<<<<

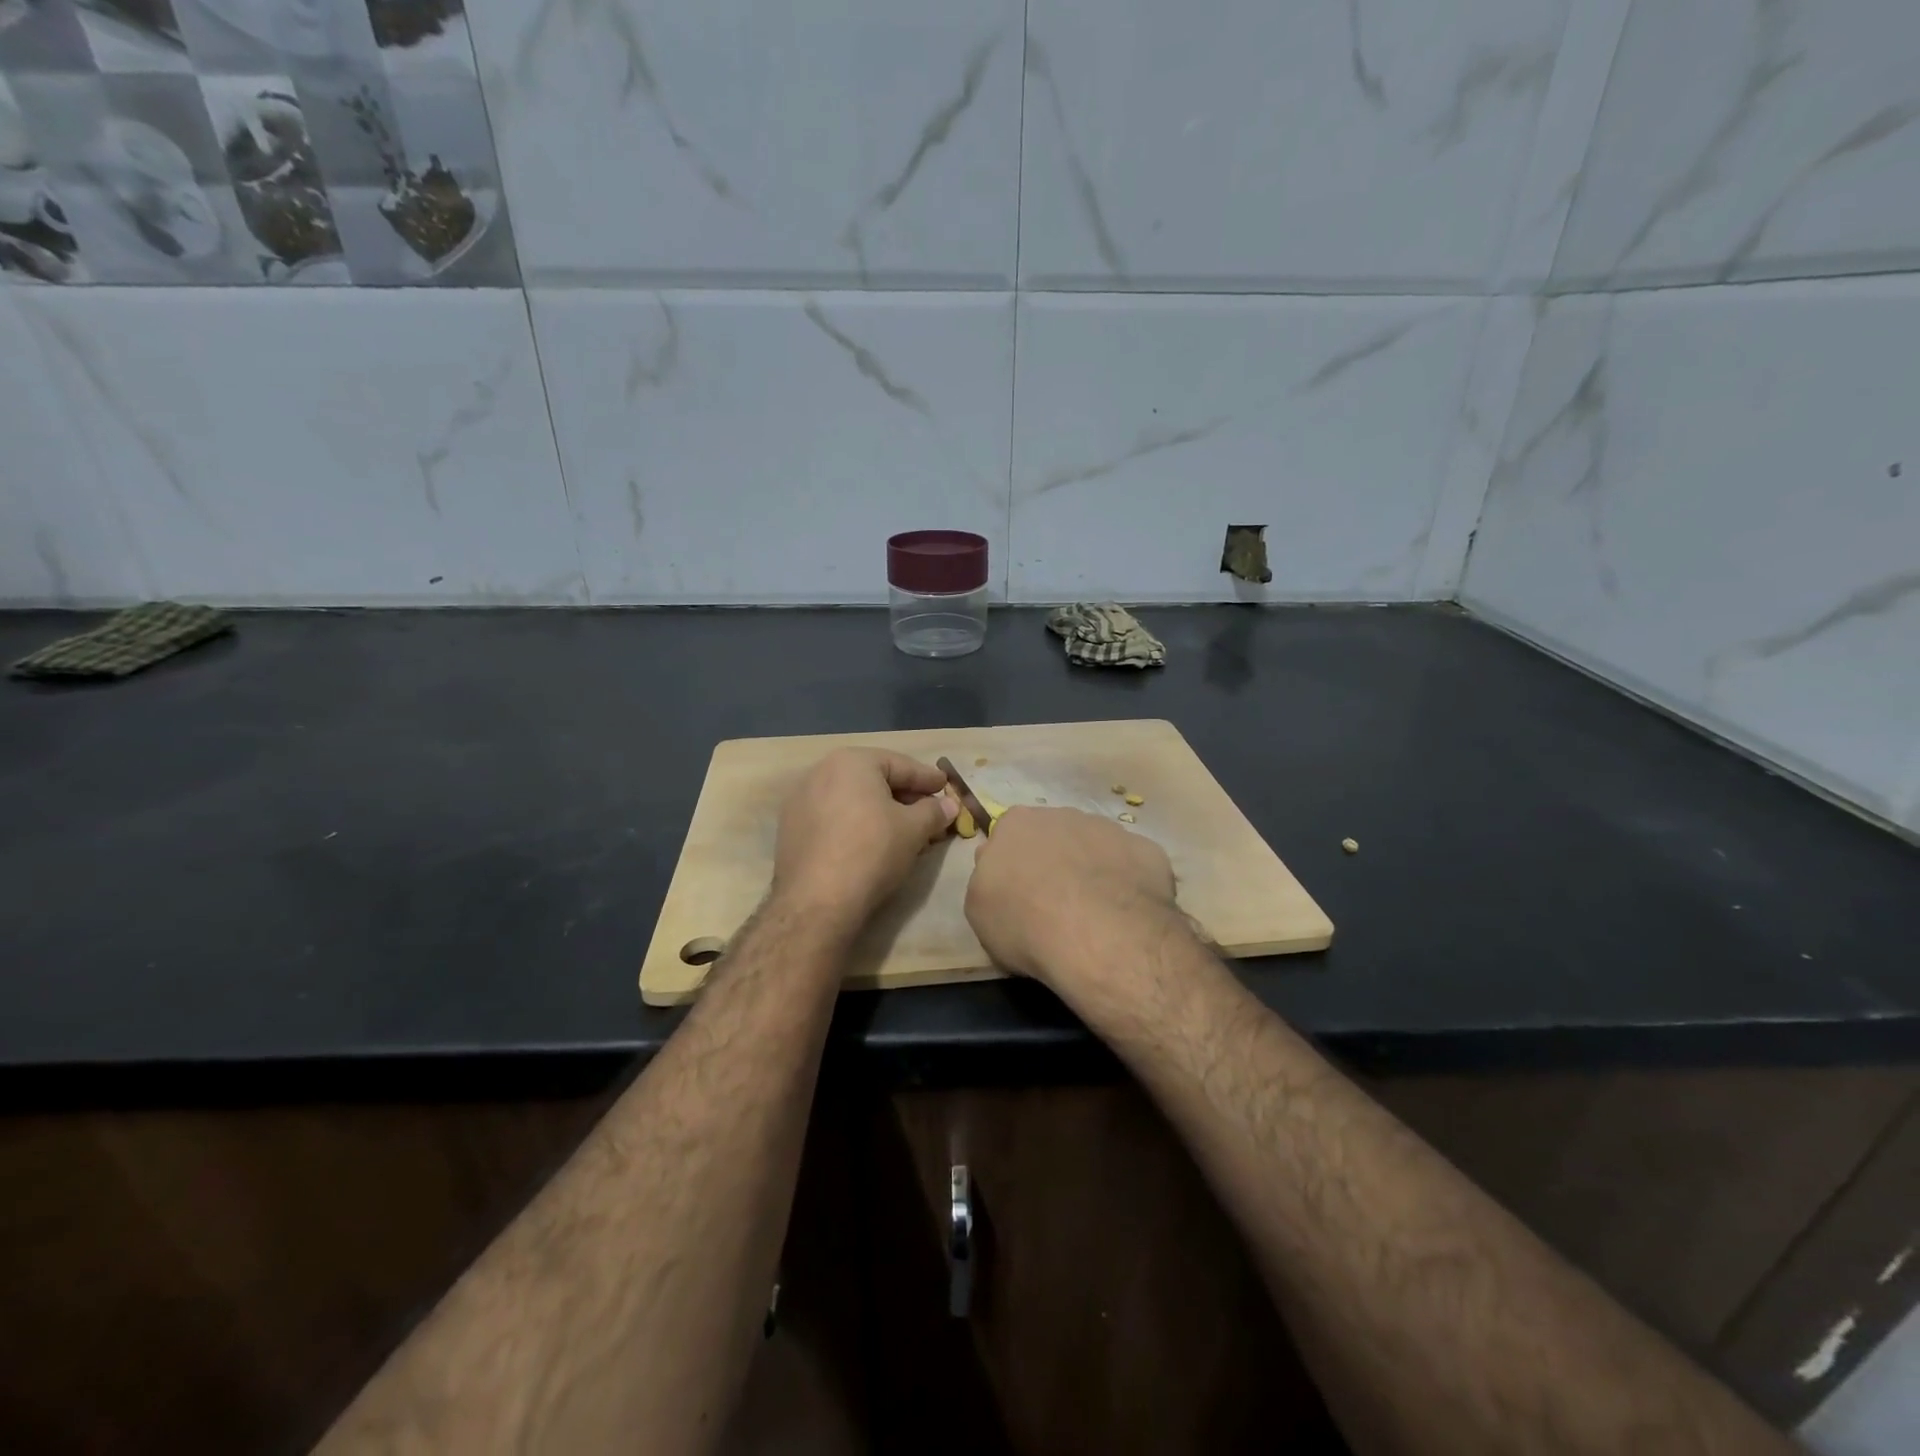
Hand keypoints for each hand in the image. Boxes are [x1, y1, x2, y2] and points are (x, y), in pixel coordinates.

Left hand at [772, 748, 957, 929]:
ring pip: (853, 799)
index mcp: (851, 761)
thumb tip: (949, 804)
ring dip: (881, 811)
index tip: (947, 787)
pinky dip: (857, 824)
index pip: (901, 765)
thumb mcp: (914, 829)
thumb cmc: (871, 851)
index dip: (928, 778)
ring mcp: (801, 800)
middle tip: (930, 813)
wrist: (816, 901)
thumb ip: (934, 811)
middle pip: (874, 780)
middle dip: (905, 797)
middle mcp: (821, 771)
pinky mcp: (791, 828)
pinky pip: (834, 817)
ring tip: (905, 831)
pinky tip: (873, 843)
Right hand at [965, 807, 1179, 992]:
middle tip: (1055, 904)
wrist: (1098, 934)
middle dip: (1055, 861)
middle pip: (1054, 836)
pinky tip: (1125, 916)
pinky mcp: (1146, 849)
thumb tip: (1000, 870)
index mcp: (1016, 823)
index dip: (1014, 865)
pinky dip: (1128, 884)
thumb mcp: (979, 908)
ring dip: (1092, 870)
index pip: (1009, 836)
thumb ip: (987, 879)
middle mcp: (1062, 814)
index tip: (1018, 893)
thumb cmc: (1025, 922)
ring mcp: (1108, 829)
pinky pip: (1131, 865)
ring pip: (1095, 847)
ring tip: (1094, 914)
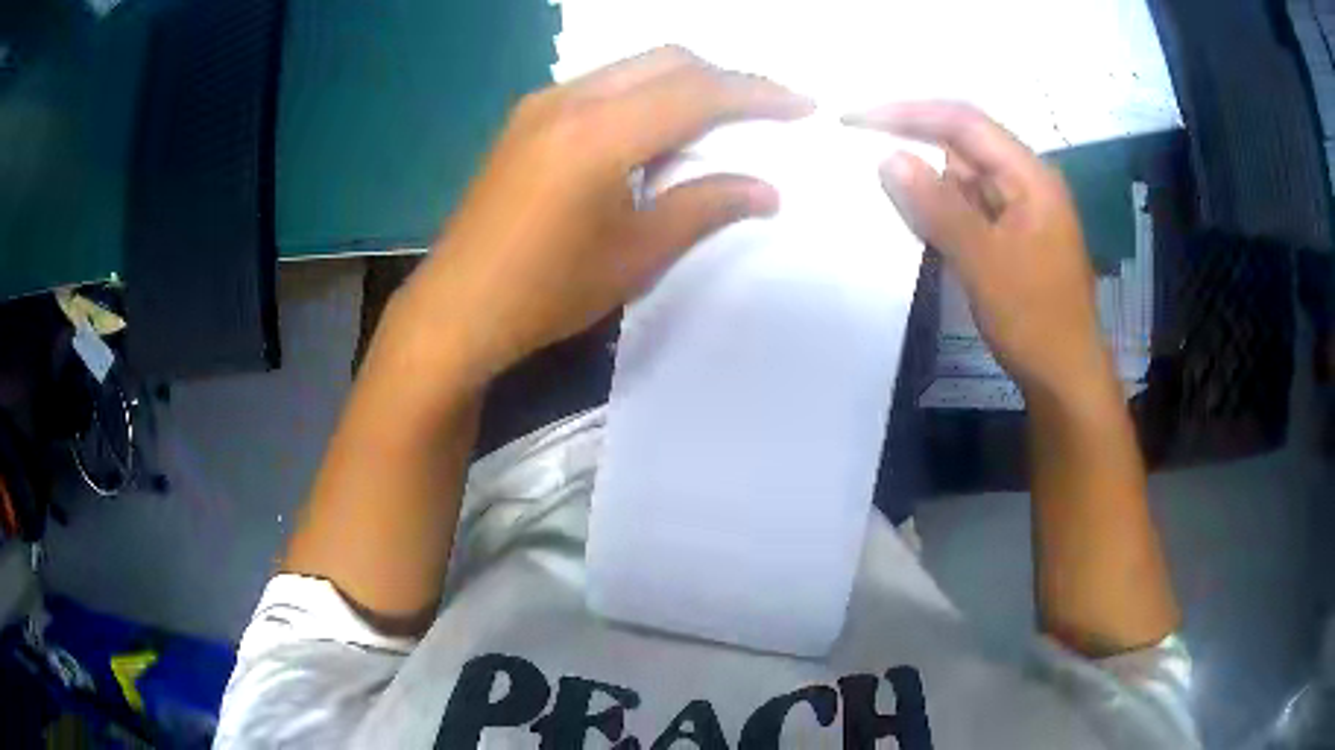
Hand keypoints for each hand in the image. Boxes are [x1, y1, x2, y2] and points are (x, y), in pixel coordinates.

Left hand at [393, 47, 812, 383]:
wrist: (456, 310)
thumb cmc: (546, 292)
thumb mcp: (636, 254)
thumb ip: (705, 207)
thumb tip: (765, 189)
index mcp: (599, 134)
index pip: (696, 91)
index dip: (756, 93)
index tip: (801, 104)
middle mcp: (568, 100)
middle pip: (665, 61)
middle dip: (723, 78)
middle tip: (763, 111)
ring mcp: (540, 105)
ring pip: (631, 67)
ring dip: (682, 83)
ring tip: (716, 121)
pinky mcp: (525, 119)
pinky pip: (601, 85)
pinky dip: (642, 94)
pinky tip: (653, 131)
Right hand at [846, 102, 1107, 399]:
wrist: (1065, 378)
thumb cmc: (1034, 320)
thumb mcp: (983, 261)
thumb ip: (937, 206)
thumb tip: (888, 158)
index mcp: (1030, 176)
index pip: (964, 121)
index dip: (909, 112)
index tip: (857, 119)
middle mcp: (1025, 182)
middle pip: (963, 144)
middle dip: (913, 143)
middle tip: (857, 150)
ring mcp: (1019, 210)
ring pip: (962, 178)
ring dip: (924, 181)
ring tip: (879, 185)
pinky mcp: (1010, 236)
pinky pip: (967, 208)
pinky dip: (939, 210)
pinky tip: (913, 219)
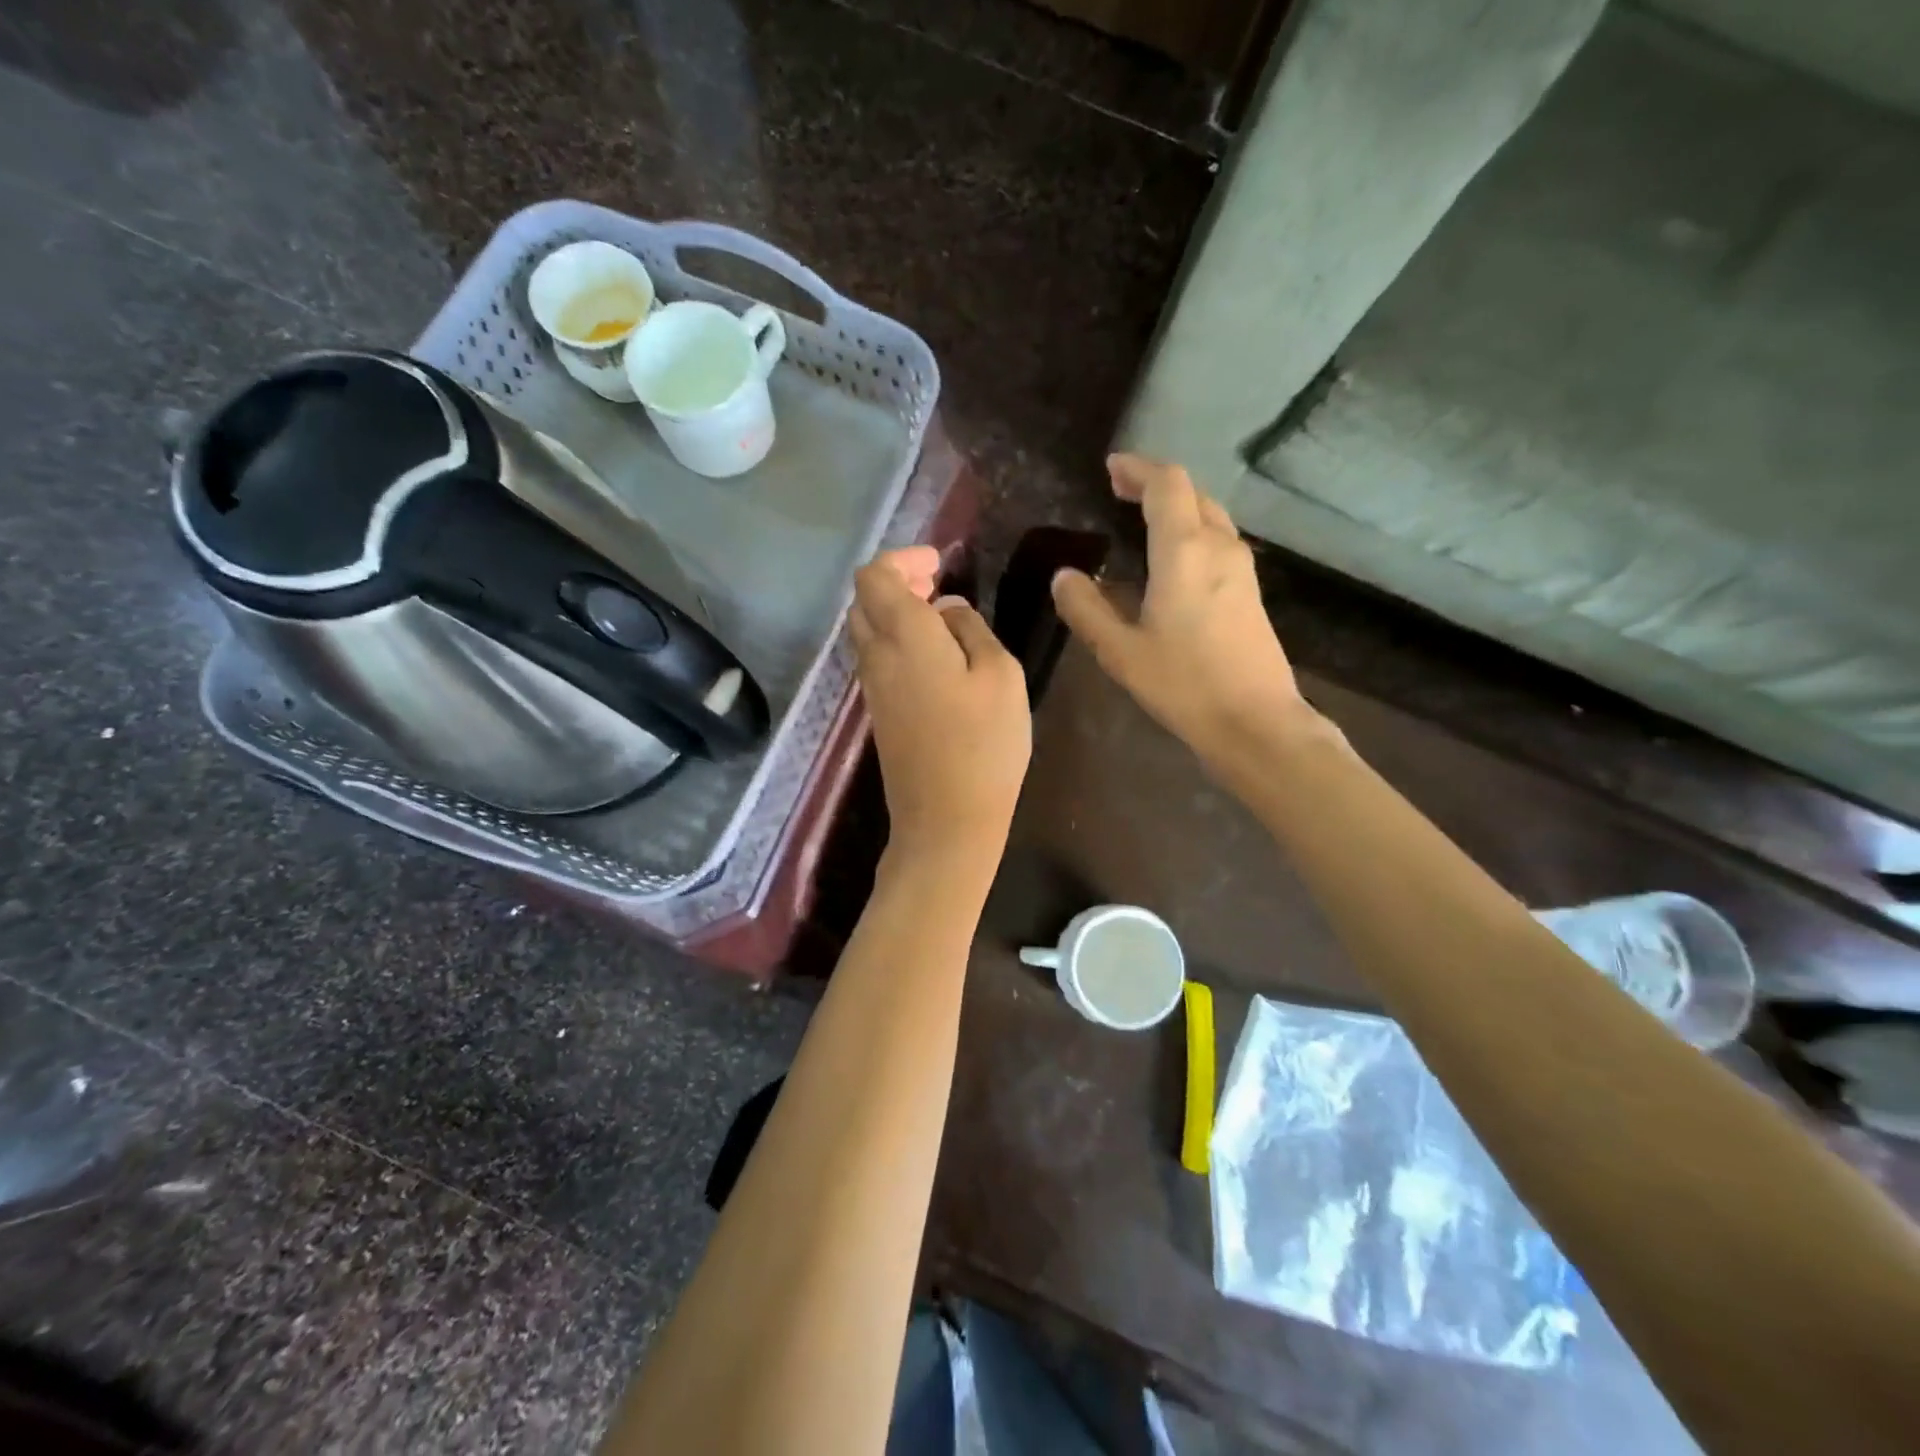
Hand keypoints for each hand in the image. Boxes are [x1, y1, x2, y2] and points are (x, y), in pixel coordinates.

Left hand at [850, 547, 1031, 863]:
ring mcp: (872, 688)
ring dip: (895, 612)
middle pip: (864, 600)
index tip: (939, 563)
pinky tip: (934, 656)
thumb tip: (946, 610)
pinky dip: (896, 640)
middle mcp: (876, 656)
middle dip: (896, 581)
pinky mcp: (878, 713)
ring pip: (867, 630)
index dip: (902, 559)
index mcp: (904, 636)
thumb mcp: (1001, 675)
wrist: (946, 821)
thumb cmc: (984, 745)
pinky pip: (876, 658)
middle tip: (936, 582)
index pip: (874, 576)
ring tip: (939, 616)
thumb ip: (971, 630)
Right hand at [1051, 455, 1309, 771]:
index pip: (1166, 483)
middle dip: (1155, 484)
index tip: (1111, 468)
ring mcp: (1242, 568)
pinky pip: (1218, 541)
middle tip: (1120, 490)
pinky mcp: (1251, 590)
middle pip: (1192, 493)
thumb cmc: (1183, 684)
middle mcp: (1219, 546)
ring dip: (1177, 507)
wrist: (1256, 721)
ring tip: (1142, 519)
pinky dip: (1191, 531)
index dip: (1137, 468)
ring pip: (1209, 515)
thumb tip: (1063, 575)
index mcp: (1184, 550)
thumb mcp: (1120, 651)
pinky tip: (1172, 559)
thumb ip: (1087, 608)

>>>>

» Your assignment: Print exactly the lines from the one with "index dip: (1137, 468)" through the end of the data, inclusive.

» Answer to this problem:
index dip: (1137, 468)
ring pip: (1209, 515)
thumb tip: (1063, 575)
index mcp: (1184, 550)
thumb mcp: (1120, 651)
pinky tip: (1172, 559)
thumb ip: (1087, 608)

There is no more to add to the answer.